-- Data for this exercise follows --

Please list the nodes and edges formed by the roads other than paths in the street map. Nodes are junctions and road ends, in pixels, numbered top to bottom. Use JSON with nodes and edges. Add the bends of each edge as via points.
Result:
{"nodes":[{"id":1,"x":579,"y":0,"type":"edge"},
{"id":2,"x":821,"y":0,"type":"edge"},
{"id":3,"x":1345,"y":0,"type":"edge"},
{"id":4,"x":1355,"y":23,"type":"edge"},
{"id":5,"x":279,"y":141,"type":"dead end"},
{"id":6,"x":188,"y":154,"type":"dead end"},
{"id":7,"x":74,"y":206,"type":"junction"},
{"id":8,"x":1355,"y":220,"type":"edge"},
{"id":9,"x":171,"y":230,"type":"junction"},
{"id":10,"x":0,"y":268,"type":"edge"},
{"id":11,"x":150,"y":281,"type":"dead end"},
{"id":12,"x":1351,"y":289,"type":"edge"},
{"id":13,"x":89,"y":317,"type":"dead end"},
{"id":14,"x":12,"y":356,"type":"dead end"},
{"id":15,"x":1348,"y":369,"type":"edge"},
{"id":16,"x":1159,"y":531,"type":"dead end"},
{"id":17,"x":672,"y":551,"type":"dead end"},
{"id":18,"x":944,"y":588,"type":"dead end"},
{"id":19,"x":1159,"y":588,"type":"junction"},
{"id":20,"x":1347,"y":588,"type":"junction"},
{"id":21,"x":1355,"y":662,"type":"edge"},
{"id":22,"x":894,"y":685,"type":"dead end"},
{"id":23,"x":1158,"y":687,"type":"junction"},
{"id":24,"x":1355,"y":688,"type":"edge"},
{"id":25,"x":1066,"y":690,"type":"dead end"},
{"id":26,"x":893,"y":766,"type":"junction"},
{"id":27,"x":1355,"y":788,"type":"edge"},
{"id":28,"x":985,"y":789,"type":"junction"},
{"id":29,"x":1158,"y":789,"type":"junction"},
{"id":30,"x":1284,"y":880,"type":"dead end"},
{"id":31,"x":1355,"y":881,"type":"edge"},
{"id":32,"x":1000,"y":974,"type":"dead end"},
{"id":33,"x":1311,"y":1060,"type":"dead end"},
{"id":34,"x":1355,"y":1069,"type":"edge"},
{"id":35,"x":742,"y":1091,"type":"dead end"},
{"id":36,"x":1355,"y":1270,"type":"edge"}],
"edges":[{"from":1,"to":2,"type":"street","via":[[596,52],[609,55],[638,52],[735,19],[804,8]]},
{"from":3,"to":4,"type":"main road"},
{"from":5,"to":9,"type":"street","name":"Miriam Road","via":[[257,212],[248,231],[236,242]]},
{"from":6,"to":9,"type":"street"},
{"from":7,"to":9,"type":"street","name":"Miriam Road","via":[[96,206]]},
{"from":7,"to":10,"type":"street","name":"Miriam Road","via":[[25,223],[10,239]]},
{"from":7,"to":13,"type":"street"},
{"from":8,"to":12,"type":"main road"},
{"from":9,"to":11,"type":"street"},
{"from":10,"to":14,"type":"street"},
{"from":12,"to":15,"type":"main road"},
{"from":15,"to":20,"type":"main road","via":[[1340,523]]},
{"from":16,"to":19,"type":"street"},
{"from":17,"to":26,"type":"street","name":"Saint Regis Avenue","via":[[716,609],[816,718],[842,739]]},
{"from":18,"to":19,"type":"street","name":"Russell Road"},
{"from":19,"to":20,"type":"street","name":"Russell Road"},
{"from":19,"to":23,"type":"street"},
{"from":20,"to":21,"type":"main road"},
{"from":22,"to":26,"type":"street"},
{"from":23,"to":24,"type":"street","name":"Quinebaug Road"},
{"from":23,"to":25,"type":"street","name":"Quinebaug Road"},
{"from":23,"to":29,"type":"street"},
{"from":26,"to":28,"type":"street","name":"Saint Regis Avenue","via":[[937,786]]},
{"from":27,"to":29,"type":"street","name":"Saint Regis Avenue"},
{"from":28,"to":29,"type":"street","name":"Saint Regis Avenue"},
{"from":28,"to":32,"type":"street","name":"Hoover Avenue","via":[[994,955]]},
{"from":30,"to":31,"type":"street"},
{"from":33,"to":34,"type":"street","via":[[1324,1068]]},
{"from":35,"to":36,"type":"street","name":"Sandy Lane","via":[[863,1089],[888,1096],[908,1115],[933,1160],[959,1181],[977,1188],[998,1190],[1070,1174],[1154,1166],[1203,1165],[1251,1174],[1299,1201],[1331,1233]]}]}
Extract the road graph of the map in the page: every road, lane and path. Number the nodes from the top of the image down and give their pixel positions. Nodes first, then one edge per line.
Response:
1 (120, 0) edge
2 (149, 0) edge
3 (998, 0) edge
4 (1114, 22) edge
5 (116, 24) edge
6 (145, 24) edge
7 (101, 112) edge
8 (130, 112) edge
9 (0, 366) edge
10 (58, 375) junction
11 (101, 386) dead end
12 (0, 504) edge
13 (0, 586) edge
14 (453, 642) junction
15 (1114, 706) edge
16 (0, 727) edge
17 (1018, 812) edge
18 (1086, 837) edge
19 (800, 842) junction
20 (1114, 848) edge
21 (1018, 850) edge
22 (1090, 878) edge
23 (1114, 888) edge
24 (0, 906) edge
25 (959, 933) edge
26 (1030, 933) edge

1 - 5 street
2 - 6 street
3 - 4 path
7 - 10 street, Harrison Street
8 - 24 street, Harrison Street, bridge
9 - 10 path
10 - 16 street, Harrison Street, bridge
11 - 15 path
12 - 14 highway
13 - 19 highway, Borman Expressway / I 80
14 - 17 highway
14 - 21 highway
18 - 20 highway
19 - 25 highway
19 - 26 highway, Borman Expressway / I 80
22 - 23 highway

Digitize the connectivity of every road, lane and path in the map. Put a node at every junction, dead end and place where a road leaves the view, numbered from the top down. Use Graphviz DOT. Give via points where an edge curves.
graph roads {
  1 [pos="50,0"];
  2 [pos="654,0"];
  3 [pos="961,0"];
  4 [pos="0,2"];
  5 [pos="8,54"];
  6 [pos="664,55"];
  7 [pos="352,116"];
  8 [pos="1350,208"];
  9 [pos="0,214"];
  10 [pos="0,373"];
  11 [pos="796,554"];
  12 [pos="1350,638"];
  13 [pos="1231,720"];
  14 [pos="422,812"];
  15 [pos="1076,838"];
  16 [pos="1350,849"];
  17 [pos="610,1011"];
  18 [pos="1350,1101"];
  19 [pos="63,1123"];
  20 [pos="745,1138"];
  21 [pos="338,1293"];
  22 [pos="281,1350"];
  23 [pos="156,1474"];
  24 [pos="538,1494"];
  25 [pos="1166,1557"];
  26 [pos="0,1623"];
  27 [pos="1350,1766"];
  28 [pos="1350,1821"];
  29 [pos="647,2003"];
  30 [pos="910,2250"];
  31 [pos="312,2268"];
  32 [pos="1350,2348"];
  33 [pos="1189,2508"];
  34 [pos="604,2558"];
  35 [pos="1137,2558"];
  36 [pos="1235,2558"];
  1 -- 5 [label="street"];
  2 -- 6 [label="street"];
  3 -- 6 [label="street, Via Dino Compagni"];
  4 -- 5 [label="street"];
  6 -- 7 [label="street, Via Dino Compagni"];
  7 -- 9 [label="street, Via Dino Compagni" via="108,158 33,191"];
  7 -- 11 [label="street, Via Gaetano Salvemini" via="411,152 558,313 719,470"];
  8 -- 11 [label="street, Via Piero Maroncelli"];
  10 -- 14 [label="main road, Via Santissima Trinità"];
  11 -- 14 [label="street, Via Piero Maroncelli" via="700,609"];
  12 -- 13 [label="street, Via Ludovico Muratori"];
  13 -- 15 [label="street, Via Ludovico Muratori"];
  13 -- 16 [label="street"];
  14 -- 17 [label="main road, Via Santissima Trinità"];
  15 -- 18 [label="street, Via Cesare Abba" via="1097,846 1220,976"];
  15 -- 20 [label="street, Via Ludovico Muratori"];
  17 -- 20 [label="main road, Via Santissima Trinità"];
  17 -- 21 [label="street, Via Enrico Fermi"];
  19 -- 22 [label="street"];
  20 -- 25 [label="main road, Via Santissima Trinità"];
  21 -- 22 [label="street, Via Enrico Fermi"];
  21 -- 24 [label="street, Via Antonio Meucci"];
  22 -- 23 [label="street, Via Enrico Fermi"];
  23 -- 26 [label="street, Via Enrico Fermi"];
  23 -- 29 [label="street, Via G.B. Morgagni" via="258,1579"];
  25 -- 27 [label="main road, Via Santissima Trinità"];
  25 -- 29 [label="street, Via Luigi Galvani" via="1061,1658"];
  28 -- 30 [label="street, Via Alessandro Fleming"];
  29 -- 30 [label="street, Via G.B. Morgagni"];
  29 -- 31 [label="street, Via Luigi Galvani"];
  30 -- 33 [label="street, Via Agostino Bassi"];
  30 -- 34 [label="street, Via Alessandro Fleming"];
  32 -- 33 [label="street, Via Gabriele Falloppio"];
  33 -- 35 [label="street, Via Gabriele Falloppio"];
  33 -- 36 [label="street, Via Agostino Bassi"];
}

-- Data for this exercise concluded --

Scan the lines above for the word "Dino". Return each one that has it.

  3 -- 6 [label="street, Via Dino Compagni"];
  6 -- 7 [label="street, Via Dino Compagni"];
  7 -- 9 [label="street, Via Dino Compagni" via="108,158 33,191"];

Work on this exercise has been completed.